[TASK OBJECTIVE]
Could you report every line from the entries that includes the word "Piping"?
************
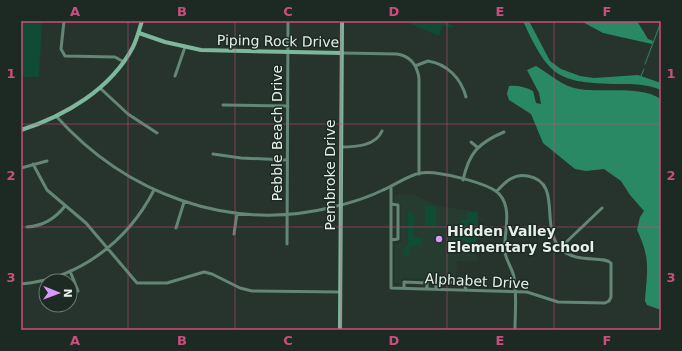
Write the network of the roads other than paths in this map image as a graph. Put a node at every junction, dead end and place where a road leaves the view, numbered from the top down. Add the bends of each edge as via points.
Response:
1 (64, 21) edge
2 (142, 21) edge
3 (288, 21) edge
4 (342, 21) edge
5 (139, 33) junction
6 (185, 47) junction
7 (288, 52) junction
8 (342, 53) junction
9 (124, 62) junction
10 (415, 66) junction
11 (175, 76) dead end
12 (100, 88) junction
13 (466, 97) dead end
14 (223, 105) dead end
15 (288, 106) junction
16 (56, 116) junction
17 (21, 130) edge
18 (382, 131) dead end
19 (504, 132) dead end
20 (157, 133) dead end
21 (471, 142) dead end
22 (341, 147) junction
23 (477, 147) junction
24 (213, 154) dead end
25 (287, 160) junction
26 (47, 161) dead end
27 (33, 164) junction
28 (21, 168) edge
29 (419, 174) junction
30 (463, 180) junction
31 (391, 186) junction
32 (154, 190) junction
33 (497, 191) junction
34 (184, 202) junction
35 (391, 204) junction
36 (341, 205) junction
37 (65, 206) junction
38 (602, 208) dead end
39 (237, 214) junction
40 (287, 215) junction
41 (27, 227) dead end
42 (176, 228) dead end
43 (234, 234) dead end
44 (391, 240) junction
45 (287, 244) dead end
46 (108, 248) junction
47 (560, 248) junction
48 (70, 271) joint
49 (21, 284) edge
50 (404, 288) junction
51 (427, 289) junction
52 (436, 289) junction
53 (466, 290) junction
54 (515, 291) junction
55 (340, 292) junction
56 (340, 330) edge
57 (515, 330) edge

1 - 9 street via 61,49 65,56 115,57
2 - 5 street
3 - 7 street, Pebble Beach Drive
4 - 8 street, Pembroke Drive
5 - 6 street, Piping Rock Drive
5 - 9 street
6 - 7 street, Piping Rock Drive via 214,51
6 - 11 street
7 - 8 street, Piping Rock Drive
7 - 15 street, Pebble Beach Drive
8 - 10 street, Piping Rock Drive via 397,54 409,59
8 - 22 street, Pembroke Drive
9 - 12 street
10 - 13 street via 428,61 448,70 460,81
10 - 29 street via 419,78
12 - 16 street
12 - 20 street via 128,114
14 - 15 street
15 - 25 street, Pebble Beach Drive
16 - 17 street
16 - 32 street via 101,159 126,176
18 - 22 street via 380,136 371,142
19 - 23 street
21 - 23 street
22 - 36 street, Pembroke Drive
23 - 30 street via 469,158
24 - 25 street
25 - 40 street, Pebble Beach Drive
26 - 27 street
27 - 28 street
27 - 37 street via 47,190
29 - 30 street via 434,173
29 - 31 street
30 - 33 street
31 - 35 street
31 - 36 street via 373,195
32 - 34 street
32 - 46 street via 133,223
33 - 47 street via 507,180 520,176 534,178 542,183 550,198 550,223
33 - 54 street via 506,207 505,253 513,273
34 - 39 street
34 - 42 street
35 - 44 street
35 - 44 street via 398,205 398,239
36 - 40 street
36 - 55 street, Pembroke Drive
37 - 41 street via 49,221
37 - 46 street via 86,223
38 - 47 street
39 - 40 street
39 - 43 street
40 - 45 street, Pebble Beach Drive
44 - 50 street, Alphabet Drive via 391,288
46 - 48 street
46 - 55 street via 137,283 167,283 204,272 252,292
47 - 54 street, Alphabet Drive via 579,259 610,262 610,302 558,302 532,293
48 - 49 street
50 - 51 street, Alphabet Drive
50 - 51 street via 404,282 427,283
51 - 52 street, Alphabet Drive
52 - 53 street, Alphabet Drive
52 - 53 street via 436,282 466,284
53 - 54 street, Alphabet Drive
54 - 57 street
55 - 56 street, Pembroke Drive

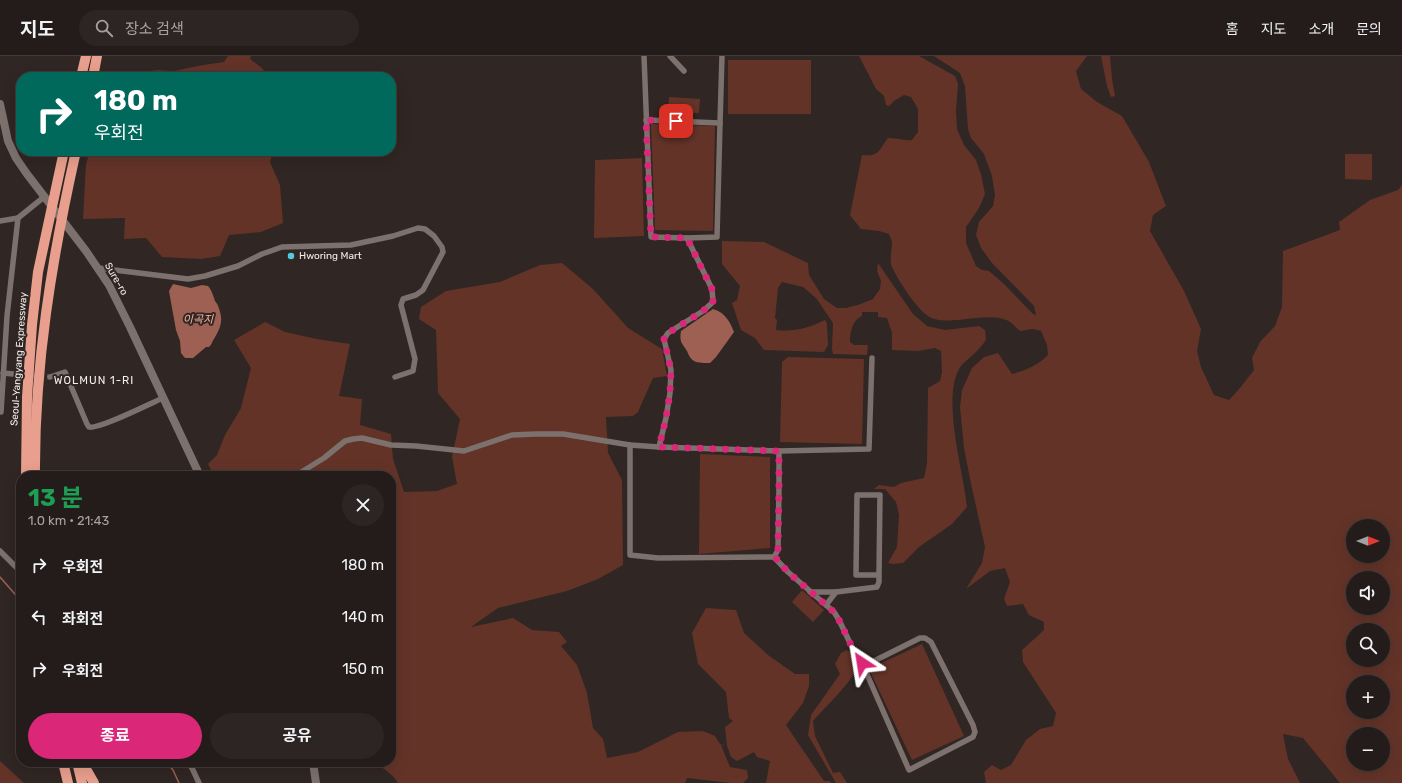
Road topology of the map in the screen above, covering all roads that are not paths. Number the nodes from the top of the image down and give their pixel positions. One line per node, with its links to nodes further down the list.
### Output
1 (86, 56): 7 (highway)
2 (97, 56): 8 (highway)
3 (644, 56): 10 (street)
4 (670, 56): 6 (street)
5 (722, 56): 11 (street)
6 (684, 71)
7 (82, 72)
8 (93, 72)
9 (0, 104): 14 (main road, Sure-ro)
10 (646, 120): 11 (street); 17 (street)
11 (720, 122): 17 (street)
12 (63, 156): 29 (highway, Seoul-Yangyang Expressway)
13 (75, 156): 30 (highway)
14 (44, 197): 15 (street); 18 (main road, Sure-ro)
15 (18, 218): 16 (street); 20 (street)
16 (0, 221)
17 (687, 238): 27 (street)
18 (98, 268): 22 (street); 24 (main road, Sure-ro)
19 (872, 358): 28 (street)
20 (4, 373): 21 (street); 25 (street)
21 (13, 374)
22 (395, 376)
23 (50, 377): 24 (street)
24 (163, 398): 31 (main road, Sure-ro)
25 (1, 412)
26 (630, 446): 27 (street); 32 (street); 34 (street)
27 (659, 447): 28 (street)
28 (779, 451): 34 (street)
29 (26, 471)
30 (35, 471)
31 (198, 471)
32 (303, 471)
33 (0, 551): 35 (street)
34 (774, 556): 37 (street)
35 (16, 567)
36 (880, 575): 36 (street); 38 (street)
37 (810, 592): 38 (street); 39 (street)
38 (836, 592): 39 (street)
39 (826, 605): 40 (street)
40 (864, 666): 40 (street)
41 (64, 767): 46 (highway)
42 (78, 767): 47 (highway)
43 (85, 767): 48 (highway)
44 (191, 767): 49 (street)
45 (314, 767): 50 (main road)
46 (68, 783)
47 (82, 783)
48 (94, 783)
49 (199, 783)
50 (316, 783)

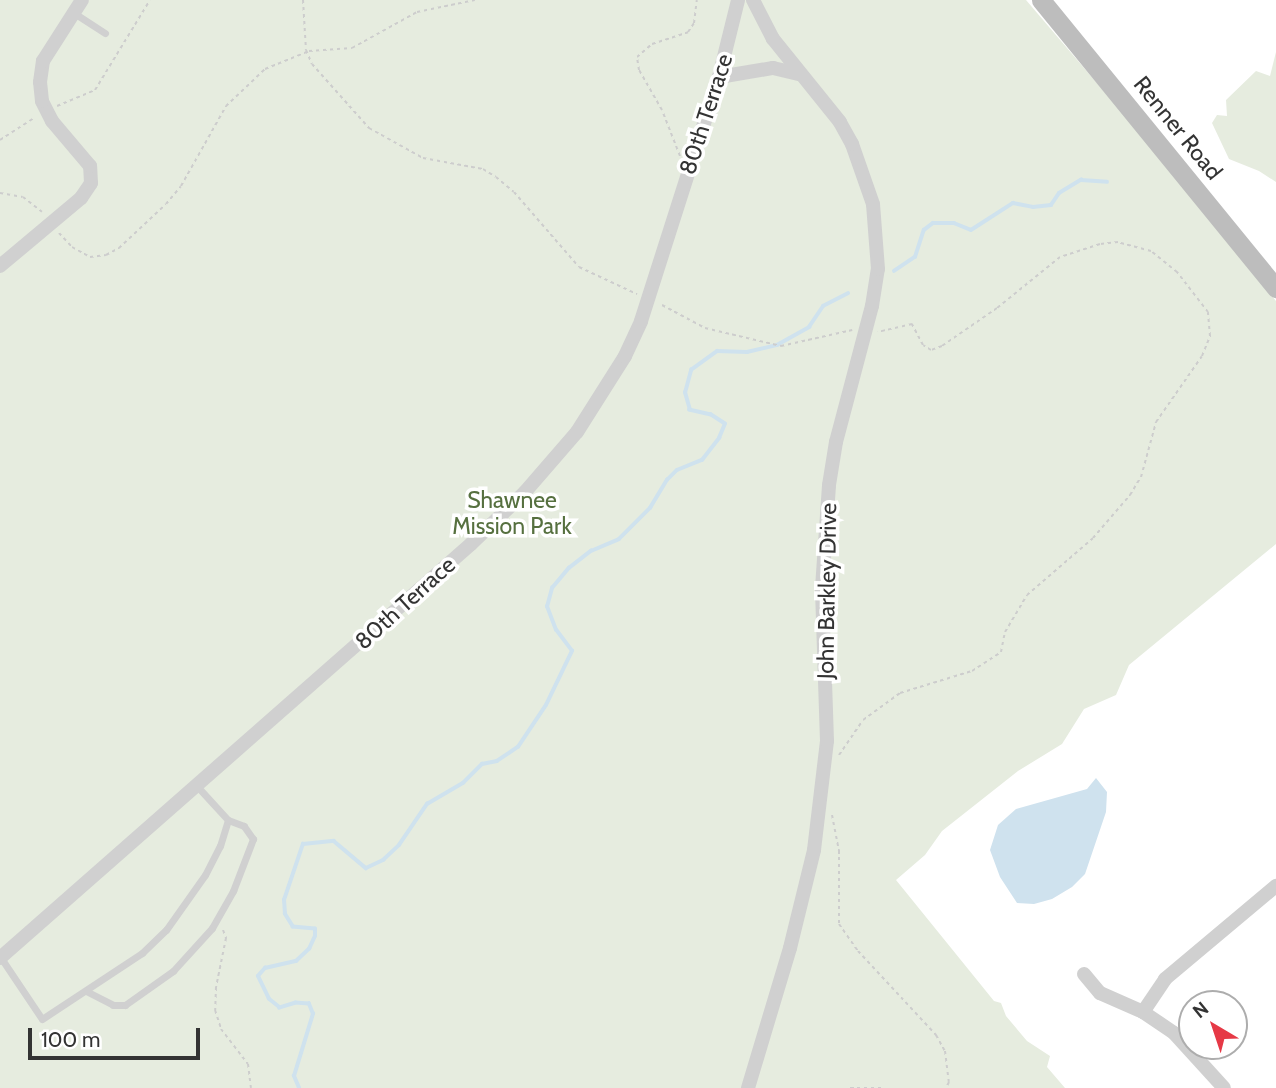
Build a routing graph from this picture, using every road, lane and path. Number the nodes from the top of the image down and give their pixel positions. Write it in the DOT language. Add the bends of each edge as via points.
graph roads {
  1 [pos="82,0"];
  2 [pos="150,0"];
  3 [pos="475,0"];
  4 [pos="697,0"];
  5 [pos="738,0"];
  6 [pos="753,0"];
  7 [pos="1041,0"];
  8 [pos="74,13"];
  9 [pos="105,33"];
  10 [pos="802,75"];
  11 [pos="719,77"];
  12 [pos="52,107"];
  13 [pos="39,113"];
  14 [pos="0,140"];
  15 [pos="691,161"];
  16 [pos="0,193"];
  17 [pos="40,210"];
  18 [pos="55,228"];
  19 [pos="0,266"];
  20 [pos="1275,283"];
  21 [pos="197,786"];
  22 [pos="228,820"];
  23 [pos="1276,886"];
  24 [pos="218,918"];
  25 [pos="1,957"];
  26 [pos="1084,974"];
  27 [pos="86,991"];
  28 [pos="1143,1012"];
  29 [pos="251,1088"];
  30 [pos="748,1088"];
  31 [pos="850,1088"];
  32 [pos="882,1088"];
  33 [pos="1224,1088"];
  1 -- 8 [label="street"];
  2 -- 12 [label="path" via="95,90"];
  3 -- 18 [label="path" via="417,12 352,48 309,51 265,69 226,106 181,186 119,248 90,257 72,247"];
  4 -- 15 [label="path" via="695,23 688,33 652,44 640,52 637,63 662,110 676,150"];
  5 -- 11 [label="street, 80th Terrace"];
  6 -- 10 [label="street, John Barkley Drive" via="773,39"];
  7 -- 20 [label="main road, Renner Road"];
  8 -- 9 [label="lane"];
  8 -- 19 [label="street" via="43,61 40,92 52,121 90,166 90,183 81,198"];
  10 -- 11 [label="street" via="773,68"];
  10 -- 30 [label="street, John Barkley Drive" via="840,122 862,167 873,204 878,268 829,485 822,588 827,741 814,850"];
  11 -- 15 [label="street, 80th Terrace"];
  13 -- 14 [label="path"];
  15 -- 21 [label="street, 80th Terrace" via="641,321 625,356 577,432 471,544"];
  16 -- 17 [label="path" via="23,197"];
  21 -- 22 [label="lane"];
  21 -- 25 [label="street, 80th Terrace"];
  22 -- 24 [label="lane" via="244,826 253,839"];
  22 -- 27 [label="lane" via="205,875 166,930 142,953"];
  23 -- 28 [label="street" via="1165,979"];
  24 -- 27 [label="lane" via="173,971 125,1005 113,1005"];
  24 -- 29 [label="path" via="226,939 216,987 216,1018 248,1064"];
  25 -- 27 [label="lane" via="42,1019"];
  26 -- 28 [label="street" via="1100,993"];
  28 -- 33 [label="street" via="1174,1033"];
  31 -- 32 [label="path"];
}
************
[SOLUTION FOR THIS PROBLEM]
5 - 6 street, Piping Rock Drive
6 - 7 street, Piping Rock Drive via 214,51
7 - 8 street, Piping Rock Drive
8 - 10 street, Piping Rock Drive via 397,54 409,59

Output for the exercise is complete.